Recently, we reported a case of an infant with neonatal severe under-mineralizing skeletal dysplasia caused by mutations within both alleles of the <i>TRPV6</i> gene. One mutation results in an in frame stop codon (R₅₁₀stop) that leads to a truncated, nonfunctional TRPV6 channel, and the second in a point mutation (G₆₆₀R) that, surprisingly, does not affect the Ca²⁺ permeability of TRPV6. We mimicked the subunit composition of the unaffected heterozygous parent and child by coexpressing the TRPV6 G₆₆₀R and R₅₁₀stop mutants and combinations with wild type TRPV6. We show that both the G₆₆₀R and R₅₁₀stop mutant subunits are expressed and result in decreased calcium uptake, which is the result of the reduced abundancy of functional TRPV6 channels within the plasma membrane.

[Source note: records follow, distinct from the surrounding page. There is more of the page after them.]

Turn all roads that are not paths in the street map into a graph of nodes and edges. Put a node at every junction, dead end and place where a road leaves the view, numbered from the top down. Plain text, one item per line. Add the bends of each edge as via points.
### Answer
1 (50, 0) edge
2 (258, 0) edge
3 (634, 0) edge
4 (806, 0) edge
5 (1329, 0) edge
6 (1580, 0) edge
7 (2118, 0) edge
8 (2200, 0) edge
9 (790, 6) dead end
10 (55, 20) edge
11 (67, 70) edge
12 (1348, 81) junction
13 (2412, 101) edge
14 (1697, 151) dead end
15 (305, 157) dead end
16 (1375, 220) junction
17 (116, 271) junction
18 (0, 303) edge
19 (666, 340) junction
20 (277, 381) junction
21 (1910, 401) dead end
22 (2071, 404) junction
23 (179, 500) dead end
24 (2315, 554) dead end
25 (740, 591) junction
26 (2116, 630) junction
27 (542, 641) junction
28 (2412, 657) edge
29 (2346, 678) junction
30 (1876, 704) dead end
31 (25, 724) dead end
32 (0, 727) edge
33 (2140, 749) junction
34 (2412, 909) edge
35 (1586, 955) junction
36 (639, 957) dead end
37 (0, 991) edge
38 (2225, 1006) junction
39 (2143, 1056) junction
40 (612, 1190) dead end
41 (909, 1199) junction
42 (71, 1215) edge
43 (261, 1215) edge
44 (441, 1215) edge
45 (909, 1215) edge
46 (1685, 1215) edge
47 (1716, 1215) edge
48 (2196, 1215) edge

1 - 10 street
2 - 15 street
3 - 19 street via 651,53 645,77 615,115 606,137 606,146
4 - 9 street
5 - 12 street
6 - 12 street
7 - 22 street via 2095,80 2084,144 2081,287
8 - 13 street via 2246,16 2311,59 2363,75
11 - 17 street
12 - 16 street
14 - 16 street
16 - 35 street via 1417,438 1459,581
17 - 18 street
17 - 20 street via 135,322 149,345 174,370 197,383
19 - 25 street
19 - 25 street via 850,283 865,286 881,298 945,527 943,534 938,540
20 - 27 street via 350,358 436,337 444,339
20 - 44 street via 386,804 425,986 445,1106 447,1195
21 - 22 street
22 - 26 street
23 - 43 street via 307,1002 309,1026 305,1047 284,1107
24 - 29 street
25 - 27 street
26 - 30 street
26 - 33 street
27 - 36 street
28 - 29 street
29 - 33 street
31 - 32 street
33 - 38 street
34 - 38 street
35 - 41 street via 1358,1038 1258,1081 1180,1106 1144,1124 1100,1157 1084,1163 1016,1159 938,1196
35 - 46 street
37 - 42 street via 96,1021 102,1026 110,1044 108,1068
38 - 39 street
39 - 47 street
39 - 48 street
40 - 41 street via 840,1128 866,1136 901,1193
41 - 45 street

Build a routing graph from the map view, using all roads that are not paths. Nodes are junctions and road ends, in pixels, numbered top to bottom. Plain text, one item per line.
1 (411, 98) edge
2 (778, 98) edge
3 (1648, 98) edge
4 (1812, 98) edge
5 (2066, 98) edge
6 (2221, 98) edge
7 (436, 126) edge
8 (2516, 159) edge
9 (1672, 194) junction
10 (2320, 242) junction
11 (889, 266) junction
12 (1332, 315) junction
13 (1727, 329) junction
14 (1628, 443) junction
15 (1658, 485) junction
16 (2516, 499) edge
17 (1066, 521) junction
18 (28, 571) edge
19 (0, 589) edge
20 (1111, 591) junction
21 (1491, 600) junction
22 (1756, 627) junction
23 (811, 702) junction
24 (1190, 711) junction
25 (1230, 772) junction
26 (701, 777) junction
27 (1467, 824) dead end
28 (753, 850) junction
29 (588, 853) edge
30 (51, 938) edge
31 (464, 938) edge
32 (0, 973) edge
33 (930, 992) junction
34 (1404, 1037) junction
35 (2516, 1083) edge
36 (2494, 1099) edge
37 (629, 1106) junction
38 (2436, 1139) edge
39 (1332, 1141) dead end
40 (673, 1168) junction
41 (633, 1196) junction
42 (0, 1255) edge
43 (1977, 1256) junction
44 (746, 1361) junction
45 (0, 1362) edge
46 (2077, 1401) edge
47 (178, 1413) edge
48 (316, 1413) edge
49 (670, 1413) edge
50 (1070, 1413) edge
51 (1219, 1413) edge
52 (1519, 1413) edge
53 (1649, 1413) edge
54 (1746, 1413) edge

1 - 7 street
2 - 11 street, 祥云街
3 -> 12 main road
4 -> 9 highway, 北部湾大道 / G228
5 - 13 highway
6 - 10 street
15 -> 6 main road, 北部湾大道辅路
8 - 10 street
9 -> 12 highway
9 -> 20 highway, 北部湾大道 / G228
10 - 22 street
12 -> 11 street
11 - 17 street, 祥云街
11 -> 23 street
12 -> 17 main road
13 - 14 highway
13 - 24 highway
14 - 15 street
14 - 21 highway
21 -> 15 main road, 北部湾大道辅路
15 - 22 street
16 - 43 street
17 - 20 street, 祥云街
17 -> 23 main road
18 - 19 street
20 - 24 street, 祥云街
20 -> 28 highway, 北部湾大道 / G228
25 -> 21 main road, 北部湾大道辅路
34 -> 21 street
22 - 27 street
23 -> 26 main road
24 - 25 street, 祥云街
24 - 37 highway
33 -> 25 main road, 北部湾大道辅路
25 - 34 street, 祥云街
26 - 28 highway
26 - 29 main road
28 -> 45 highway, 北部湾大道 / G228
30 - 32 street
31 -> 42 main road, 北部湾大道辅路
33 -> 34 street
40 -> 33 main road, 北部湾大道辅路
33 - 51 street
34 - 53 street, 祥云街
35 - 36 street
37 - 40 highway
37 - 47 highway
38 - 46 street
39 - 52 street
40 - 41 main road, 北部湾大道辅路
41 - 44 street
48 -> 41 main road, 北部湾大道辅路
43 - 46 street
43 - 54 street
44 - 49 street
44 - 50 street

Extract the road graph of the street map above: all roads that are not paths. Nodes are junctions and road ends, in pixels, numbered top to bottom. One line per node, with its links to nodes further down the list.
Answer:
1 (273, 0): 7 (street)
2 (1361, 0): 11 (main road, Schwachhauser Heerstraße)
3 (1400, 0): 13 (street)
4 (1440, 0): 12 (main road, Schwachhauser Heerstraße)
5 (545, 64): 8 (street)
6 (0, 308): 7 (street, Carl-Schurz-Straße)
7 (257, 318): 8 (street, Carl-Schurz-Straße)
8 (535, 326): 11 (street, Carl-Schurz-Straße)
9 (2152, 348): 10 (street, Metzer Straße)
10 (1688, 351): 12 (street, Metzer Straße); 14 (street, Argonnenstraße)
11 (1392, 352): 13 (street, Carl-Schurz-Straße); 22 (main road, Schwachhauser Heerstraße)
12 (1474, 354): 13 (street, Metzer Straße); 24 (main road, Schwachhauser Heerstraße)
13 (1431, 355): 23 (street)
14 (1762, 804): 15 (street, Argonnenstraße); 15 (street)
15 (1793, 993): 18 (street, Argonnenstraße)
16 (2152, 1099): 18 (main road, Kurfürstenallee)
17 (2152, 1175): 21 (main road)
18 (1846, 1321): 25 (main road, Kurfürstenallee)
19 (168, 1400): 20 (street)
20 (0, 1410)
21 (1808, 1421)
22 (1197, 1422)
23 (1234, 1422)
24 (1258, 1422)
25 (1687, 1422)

We compared the proteomic profiles of a healthy placenta with that of the diseased infant and detected, exclusively in the latter two proteases, HTRA1 and cathepsin G. Our results implicate that the combination of the two mutant TRPV6 subunits, which are expressed in the placenta of the diseased child, is responsible for the decreased calcium uptake, which could explain the skeletal dysplasia. In addition, placental calcium deficiency also appears to be associated with an increase in the expression of proteases.